Sorry but stroke is only affected by the crankshaft. Piston pin height can affect compression though.   Or in my case a shorter pin height will allow a longer stroke  without the piston going past the top of the block. 
However a longer stroke will increase piston speed.  Dirty rough calculation each 1/4 inch of stroke will gain something like 250 Ft. per sec.  with production piston speed to around 3000 ft. Per sec. unless cast and then 2500 ft. Per sec is about the upper limits that are safe.  Hyperthoratic (sp)  are almost like forged though.  

frenchyd
frenchyd UltimaDork
10/11/21 7:25 a.m.
Paul_VR6 (Forum Supporter) said:

.080" na would be totally fine, boost I would sleeve it

Does Alfa use a iron sleeve in their aluminum block ? 

APEowner
APEowner GRM+ Memberand SuperDork
10/11/21 10:09 a.m.

Based on a quick search it looks like the stock Jag pin height is 1.560" while the stock LS height is 1.33".  Assuming that's correct you're going to need to need either different rods or a different crank (that may or may not clear the stock block).  I would think that either would quickly eat up the potential cost savings of using the LS pistons.

 

The Jag sleeves are interesting.  They're a wet sleeve but roughly the bottom two thirds are a slip fit into the aluminum bores in the block while the top third is a larger diamater and clamped between the cylinder head and the top of the bore in the block.

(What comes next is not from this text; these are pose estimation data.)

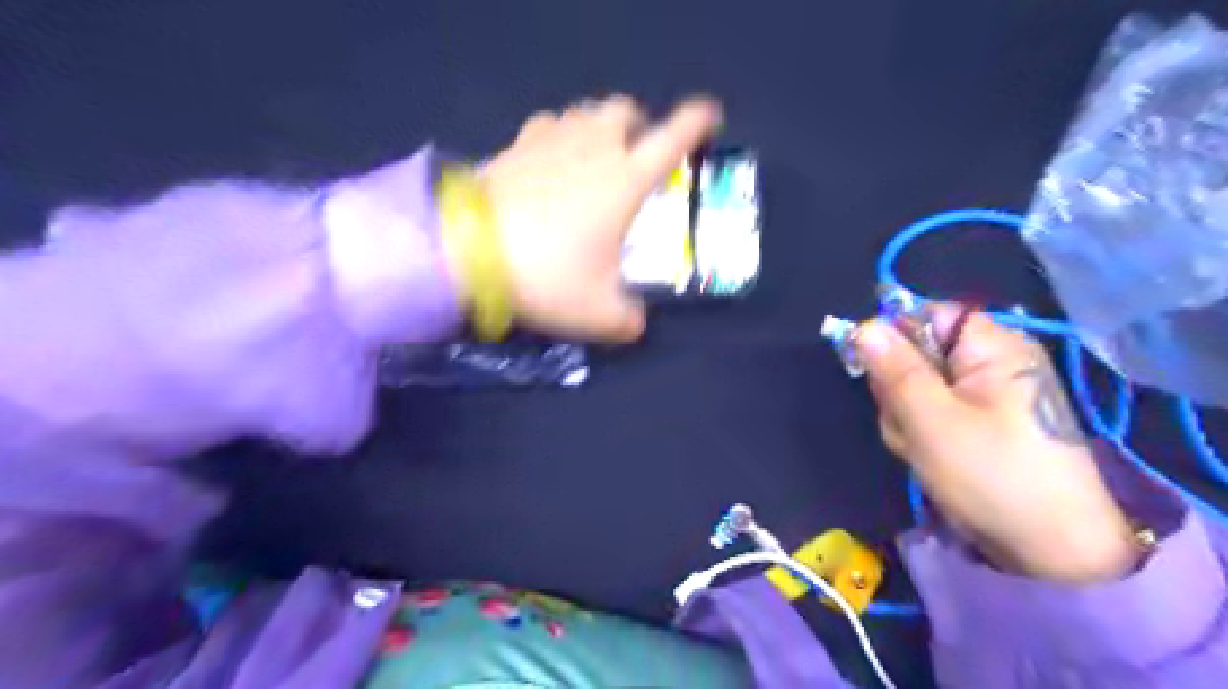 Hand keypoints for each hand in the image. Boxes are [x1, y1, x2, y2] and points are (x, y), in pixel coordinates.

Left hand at [476, 94, 720, 342]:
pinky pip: (547, 126)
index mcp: (625, 180)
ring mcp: (550, 141)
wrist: (468, 253)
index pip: (672, 138)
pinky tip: (552, 162)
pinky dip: (560, 137)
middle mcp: (593, 149)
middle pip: (624, 109)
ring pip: (584, 112)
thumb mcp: (598, 313)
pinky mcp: (515, 146)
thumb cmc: (547, 276)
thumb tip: (636, 323)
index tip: (710, 115)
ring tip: (596, 158)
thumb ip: (628, 321)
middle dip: (639, 124)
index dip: (697, 122)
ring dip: (599, 128)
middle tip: (639, 153)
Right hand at [856, 309, 1140, 582]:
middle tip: (910, 426)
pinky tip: (931, 458)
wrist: (1051, 550)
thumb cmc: (992, 475)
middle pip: (916, 353)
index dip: (893, 338)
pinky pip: (929, 413)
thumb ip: (894, 369)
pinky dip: (920, 434)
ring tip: (924, 450)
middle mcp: (991, 362)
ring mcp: (985, 394)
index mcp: (992, 347)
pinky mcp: (978, 422)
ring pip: (916, 387)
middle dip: (900, 390)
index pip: (926, 315)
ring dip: (906, 418)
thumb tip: (864, 326)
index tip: (874, 372)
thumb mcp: (932, 419)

The sleeves are different thicknesses in different areas and the original design would have considered at least to some extent how the heat was carried away from the cylinder and what needed to happen to keep the bore roughly the same diameter from top to bottom at operating temperature.  I don't know how much, or even if, going over the recomended spec. would effect that. 

Another factor to consider is the clamping forces between the cylinder head and the top of the block.  The clamping loads are going to cause the cylinder wall to want to bulge in the thin area between the top of the cylinder and the flange that sits on the block.  Normally that bulge would be insignificant but as the cylinder wall gets thinner at some point it's going to become an actual measurable factor.  I have no idea what that point might be.  I have no actuall experince with sleeves of this type so this is all speculation on my part but personally I wouldn't mess with an over spec. bore in this application in a budget build.